– В строю гавкать разрешено только овчаркам. Не знал? – и опять бросил на него колючий взгляд...
Наконец и этот пересчет закончился, колонна прошла в промежуток между внешними и внутренними воротами... И тут неожиданно – Спартак аж вздрогнул – врубилась музыка. Из невидимых, но мощных репродукторов жахнуло со всей дури:
Утомленное солнце нежно с морем прощалось,
В этот час ты призналась, что нет любви...
Спартаку показалось, что он сходит с ума, настолько жутко было слышать этот романс в этих обстоятельствах, он судорожно огляделся – и увидел ошарашенные, испуганные лица. Кто-то в толпе не то заплакал, не то завыл[31]...
– Вот мы и дома, – громко сказал Ухо.
Затем была баня – причем раздевалку, как в глупом детском анекдоте, от самой бани отделяло метров двадцать, которые приходилось преодолевать бегом, в костюме Адама.
Затем была стрижка – практически наголо. Затем выдача воняющей хлоркой одежды, матрасов, подушек и прочего нехитрого лагерного скарба. Зачитывание правил внутреннего распорядка...
К концу всех мытарств Спартак так устал, что готов был лечь прямо на мерзлую землю и закрыть глаза. И пусть его расстреливают на хрен. Хоть за неповиновение, хоть за попытку к бегству.
Единственное, на что он нашел силы, это, приостановившись неподалеку от дежурного оперативника в административном здании и ни к кому конкретно не обращаясь, глядя в пространство, быстро сообщить:
– Этапный конвой посадил в наш вагон случайного человека. Поймал на каком-то полустанке и...
– Разговоры! – опер угрожающе сделал шаг вперед.

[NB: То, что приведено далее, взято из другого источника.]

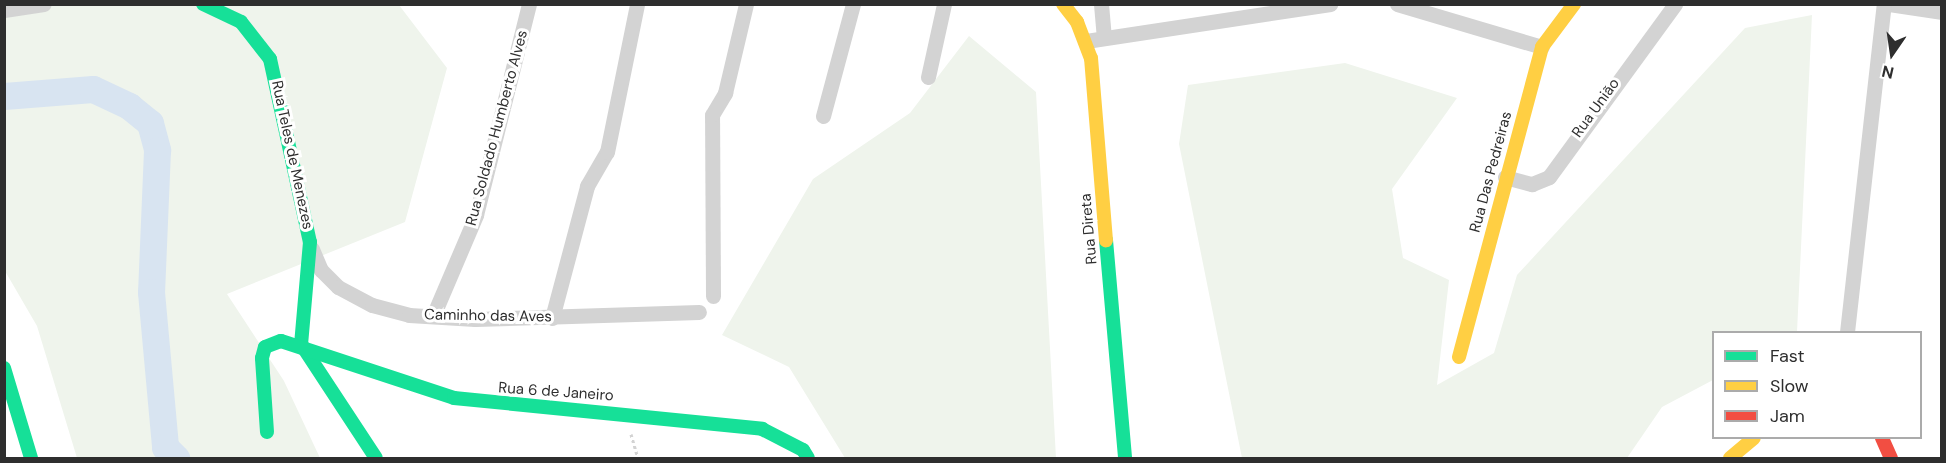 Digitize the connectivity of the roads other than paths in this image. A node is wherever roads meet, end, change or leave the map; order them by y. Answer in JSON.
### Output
{"nodes":[{"id":1,"x":44,"y":4,"type":"edge"},
{"id":2,"x":203,"y":4,"type":"edge"},
{"id":3,"x":529,"y":4,"type":"edge"},
{"id":4,"x":637,"y":4,"type":"edge"},
{"id":5,"x":746,"y":4,"type":"edge"},
{"id":6,"x":853,"y":4,"type":"edge"},
{"id":7,"x":944,"y":4,"type":"edge"},
{"id":8,"x":1063,"y":4,"type":"edge"},
{"id":9,"x":1101,"y":4,"type":"edge"},
{"id":10,"x":1330,"y":4,"type":"edge"},
{"id":11,"x":1397,"y":4,"type":"edge"},
{"id":12,"x":1574,"y":4,"type":"edge"},
{"id":13,"x":1674,"y":4,"type":"edge"},
{"id":14,"x":1884,"y":4,"type":"edge"},
{"id":15,"x":1889,"y":4,"type":"edge"},
{"id":16,"x":4,"y":10,"type":"edge"},
{"id":17,"x":1941,"y":12,"type":"edge"},
{"id":18,"x":1104,"y":38,"type":"junction"},
{"id":19,"x":1086,"y":41,"type":"junction"},
{"id":20,"x":1542,"y":47,"type":"junction"},
{"id":21,"x":928,"y":77,"type":"dead end"},
{"id":22,"x":823,"y":116,"type":"dead end"},
{"id":23,"x":1505,"y":177,"type":"junction"},
{"id":24,"x":310,"y":242,"type":"junction"},
{"id":25,"x":713,"y":296,"type":"dead end"},
{"id":26,"x":699,"y":312,"type":"dead end"},
{"id":27,"x":433,"y":316,"type":"junction"},
{"id":28,"x":552,"y":318,"type":"junction"},
{"id":29,"x":1848,"y":331,"type":"edge"},
{"id":30,"x":302,"y":344,"type":"junction"},
{"id":31,"x":1459,"y":357,"type":"dead end"},
{"id":32,"x":4,"y":368,"type":"edge"},
{"id":33,"x":267,"y":432,"type":"dead end"},
{"id":34,"x":1753,"y":439,"type":"edge"},
{"id":35,"x":1882,"y":439,"type":"edge"},
{"id":36,"x":1734,"y":457,"type":"edge"},
{"id":37,"x":31,"y":459,"type":"edge"},
{"id":38,"x":376,"y":459,"type":"edge"},
{"id":39,"x":808,"y":459,"type":"edge"},
{"id":40,"x":1125,"y":459,"type":"edge"},
{"id":41,"x":1891,"y":459,"type":"edge"}],
"edges":[{"from":1,"to":16,"type":"street"},
{"from":2,"to":24,"type":"street","name":"Rua Teles de Menezes"},
{"from":3,"to":27,"type":"street","name":"Rua Soldado Humberto Alves"},
{"from":4,"to":28,"type":"street"},
{"from":5,"to":25,"type":"street"},
{"from":6,"to":22,"type":"street"},
{"from":7,"to":21,"type":"street"},
{"from":8,"to":19,"type":"street","name":"Rua Direta"},
{"from":9,"to":18,"type":"street"},
{"from":10,"to":18,"type":"street"},
{"from":11,"to":20,"type":"street"},
{"from":12,"to":20,"type":"street","name":"Rua Das Pedreiras"},
{"from":13,"to":23,"type":"street","name":"Rua União"},
{"from":14,"to":29,"type":"street"},
{"from":15,"to":17,"type":"street"},
{"from":18,"to":19,"type":"street"},
{"from":19,"to":40,"type":"street","name":"Rua Direta"},
{"from":20,"to":23,"type":"street","name":"Rua Das Pedreiras"},
{"from":23,"to":31,"type":"street","name":"Rua Das Pedreiras"},
{"from":24,"to":27,"type":"street","name":"Caminho das Aves"},
{"from":24,"to":30,"type":"street","name":"Rua Teles de Menezes"},
{"from":26,"to":28,"type":"street","name":"Caminho das Aves"},
{"from":27,"to":28,"type":"street","name":"Caminho das Aves"},
{"from":30,"to":33,"type":"street"},
{"from":30,"to":38,"type":"street"},
{"from":30,"to":39,"type":"street","name":"Rua 6 de Janeiro"},
{"from":32,"to":37,"type":"street"},
{"from":34,"to":36,"type":"street"},
{"from":35,"to":41,"type":"street"}]}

– Виноваты они, а отвечать вам, – еще быстрее, пока не прервали, сказал Спартак. – Когда выяснится, что здесь находится человек, которого без постановления суда и...
Тут-то оперативник его и прервал – коротким тычком в зубы...
Барак, похожий не то на сарай, не то на амбар, сырой и холодный. Крошечные окна под самым потолком, похожие на амбразуры. Ряды шконок. Параша неподалеку от выхода – простой жестяной бак, накрытый крышкой.
В полубессознательном состоянии Спартак раскинул матрас на первой попавшейся свободной «кровати», рухнул на него прямо в одежде и отключился.
Так и начался новый виток в жизни Спартака Котляревского.
Следующий день начался с утренней поверки, однако после завтрака вновь прибывших на работы не погнали – было объявлено, что руководство пошло навстречу пожеланиям, на работы завтра, пока определимся, кто на что годен, так что устраивайтесь, выберите старост, актив, дежурных и прочая, прочая, прочая...
Все, кто ехал в вагоне, оказались в одном бараке, причем воры немедля отделились и отгородились. Вообще, состав лагеря, как очень скоро выяснилось, был весьма пестрым: среди политических были и чечены, и прибалты, и бандеровцы, и поляки; среди блатных встречались и «махновцы», и польские воры, в общем – вся радуга...
* * *
...– Ну и, короче, выяснилось, что ошибочка вышла. Так что этого финна сегодня отправят обратно, – закончил сержант Степанов, переминаясь с ноги на ногу. – Завтра с утра в поселок машина пойдет, подвезет его... а оттуда до станции сам уж как-нибудь, это, дошлепает. Не боярин поди.
И он потупился виновато, примолк, хотя, ежели откровенно, его вины в происшедшем не было ни грамма.
Молчал и Кум, сиречь начальник оперчасти лагеря, – он в этот момент был занят архиважным делом: аккуратно наливал в металлическую кружку кипяток из мятого чайника, немного, на треть примерно. Сержант исподлобья наблюдал за этим процессом.
Каждое утро Кум начинал с этого, с позволения сказать, ритуала – с кипящего чайника и кружки... Нет-нет, ничего необычного и уж тем более подозрительного. Любой из подчиненных Кума, сиречь из сотрудников оперчасти (или, как говорит контингент, абверовских кумовьев), утречком заглянув к своему начальнику и застав его за этим занятием, ничуть увиденному не удивится. Ну разве что решит: «А чего ж в кабинете-то? Проспал Кум, что ли?..»
И будет категорически не прав. Потому что вот уже долгое время в кабинете начальника оперативной части каждое – каждое! – утро начиналось именно с этого.
С ритуала. А иногда – вот как, например, сейчас – ритуал совмещался с работой.
– Ну-ну, продолжай, – бесстрастно подбодрил он сержанта. Отошел от зеркала и достал из ящика стола нож. – Что замолк, а? Я слушаю предельно внимательно.
– Так, собственно, это вроде как и все... – буркнул Степанов.